These rocks, with occasional serpentines, porphyries, and other igneous rocks, were described in detail ; and it was stated that the red sandstones (No. 2) were apparently unfossiliferous; that the quartzite presented some obscure evidences of organic remains; and that the limestone at Durness had furnished some univalve shells, such as Euomphalus and Orthoceratites, besides other indistinct fossils, first observed by Mr. Peach.

The author pointed out that the red sandstones and conglomerates (No. 2), occurring along the district described, decidedly form parts of one series, and that, in his opinion, they are referable to the Devonian age, whilst the overlying and unconformable quartzite and limestone (No. 3), judging from their position and mineral character, represent the Lower Carboniferous series of the South of Scotland; although in this he necessarily differs from Sir R. I. Murchison's opinion, that the beds in question represent a part of the Silurian series.

Prof. J. Nicol alluded to the difficulty of accounting for the superincumbent position of the gneiss, No. 4, which overlies the abovedescribed sedimentary rocks on the west, whilst a similar rock underlies the true Old Red formation on the east, in Caithness. Assuming, however, the continuity of the great mass of gneiss, he points to certain igneous rocks, and other local evidences of disturbance along the eastern limit of the quartzite, which may have resulted in the forcing up of a portion of the lower gneiss over the sedimentary beds; whereas, on the other hand, the great degree of alteration visible in the upper limestone and quartzite rather indicates, in his opinion, that a metamorphosis in situ has affected the uppermost beds of the series.

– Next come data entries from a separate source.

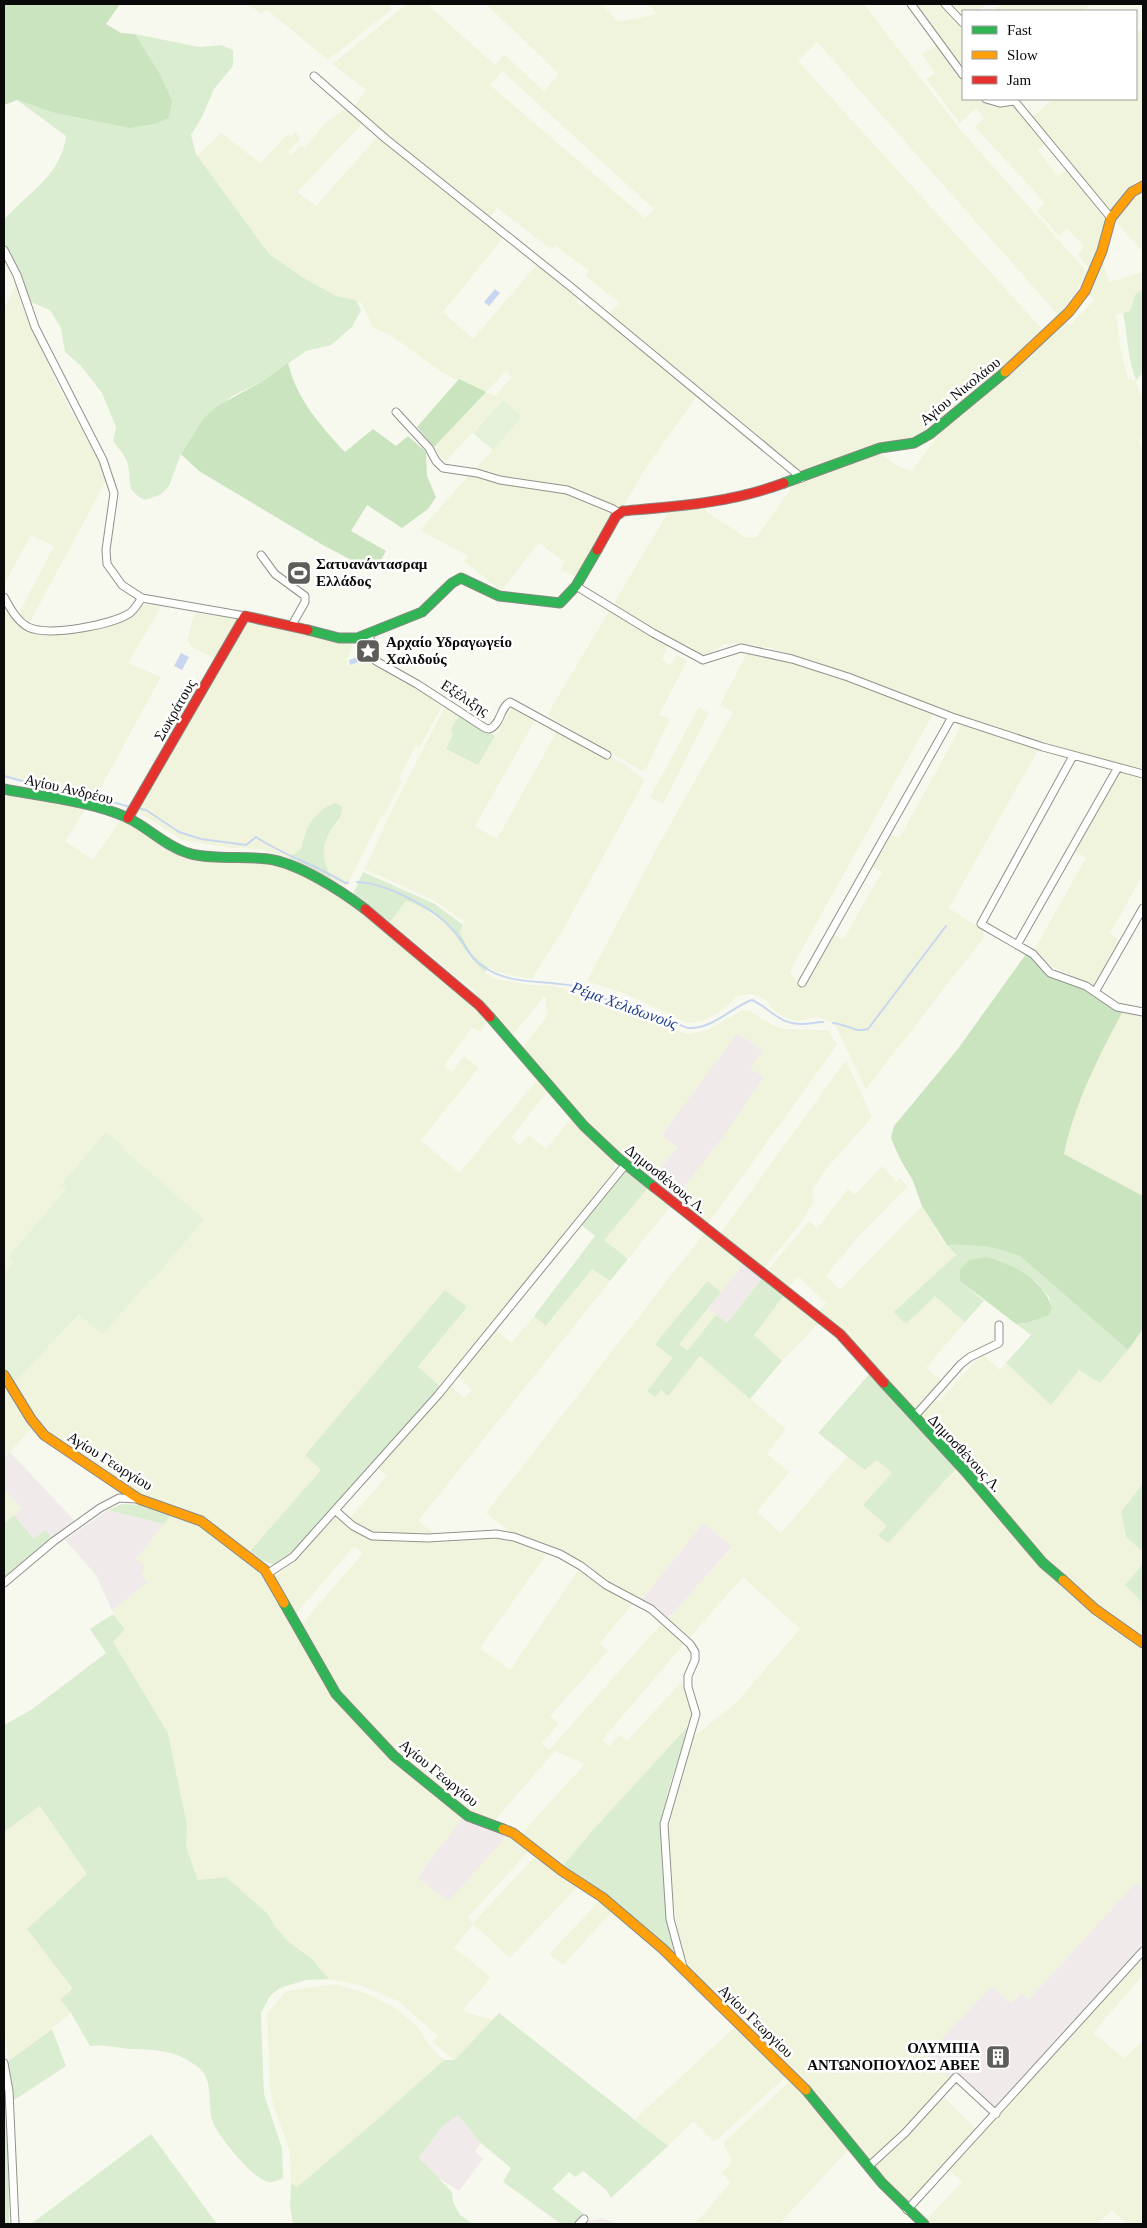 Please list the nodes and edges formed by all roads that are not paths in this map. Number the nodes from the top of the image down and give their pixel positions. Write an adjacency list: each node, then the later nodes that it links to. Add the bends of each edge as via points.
1 (911, 4): 4 (street)
2 (945, 4): 3 (street)
3 (962, 22)
4 (962, 73)
5 (314, 76): 12 (street, via 386,139)
6 (990, 100): 7 (street, via 1000,103)
7 (1014, 100): 9 (street)
8 (1143, 186): 9 (street, Αγίου Νικολάου, via 1132,192)
9 (1111, 218): 12 (street, Αγίου Νικολάου, via 1102,251 1085,291 1050,332 1001,375 930,434 914,443 880,448)
10 (4, 250): 17 (street, via 17,275 35,327 112,483 114,492 106,550 108,564 122,585)
11 (396, 412): 13 (street, via 444,468 567,490)
12 (802, 478): 13 (street, Αγίου Νικολάου, via 721,502)
13 (619, 513): 15 (street)
14 (261, 555): 19 (street, via 275,574 305,596)
15 (576, 586): 20 (street, via 560,603 550,603 499,596 461,578 422,612); 21 (street, via 703,660 732,649 763,651 848,677)
16 (4, 598): 17 (street, via 27,626 44,632 121,617 133,610)
17 (142, 598): 18 (street)
18 (245, 616): 19 (street); 27 (street, Σωκράτους)
19 (292, 625): 20 (street, via 339,638)
20 (368, 634): 22 (street, Εξέλιξης, via 376,661 485,728 495,725 510,702)
21 (952, 717): 23 (street); 30 (street)
22 (607, 754)
23 (1073, 756): 24 (street); 29 (street, via 981,924)
24 (1117, 769): 25 (street); 29 (street)
25 (1143, 774)
26 (4, 789): 27 (street, Αγίου Ανδρέου, via 90,806)
27 (128, 818): 33 (street, Δημοσθένους Λ., via 171,846 190,854 286,862 348,896 479,1004 584,1126)
28 (1143, 908): 31 (street)
29 (1017, 945): 31 (street, via 1033,954 1050,973)
30 (802, 983)
31 (1095, 992): 32 (street, via 1117,1007)
32 (1143, 1012)
33 (626, 1164): 36 (street, Δημοσθένους Λ., via 840,1334); 38 (street, via 438,1395)
34 (999, 1325): 36 (street, via 999,1343 961,1364)
35 (4, 1375): 37 (street, Αγίου Γεωργίου, via 44,1435)
36 (914, 1417): 41 (street, Δημοσθένους Λ., via 1043,1563 1095,1609)
37 (139, 1499): 39 (street, Αγίου Γεωργίου, via 201,1521); 40 (street, via 119,1498 100,1508)
38 (336, 1511): 39 (street, via 293,1557); 43 (street, via 353,1526 372,1536 428,1538 496,1534 514,1537 560,1554 651,1610 690,1644 695,1660 688,1676 688,1687 696,1714 664,1824 670,1920)
39 (267, 1574): 43 (street, Αγίου Γεωργίου, via 336,1694 394,1756 468,1816 513,1833 562,1872 602,1897)
40 (4, 1583)
41 (1143, 1643)
42 (1143, 1951): 45 (street)
43 (683, 1967): 46 (street, Αγίου Γεωργίου, via 718,2006 806,2090)
44 (4, 2063): 48 (street, via 9,2092)
45 (996, 2114): 46 (street, via 956,2077 905,2133); 47 (street)
46 (868, 2167): 47 (street, Αγίου Γεωργίου)
47 (907, 2210): 49 (street, Αγίου Γεωργίου)
48 (15, 2224)
49 (924, 2224)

The author concluded with a sketch of the physical changes which this district must have successively undergone, from the deposition of the conglomerates to the period of the elevation of these Highlands into the region of ice and snow, and of the formation of enormous glaciers among their ravines, traces of which still remain in the “perched blocks" and local accumulations of drift, and in the highly-polished surfaces of their hardest rocks. This period was followed by subsidence, and by a still later partial elevation.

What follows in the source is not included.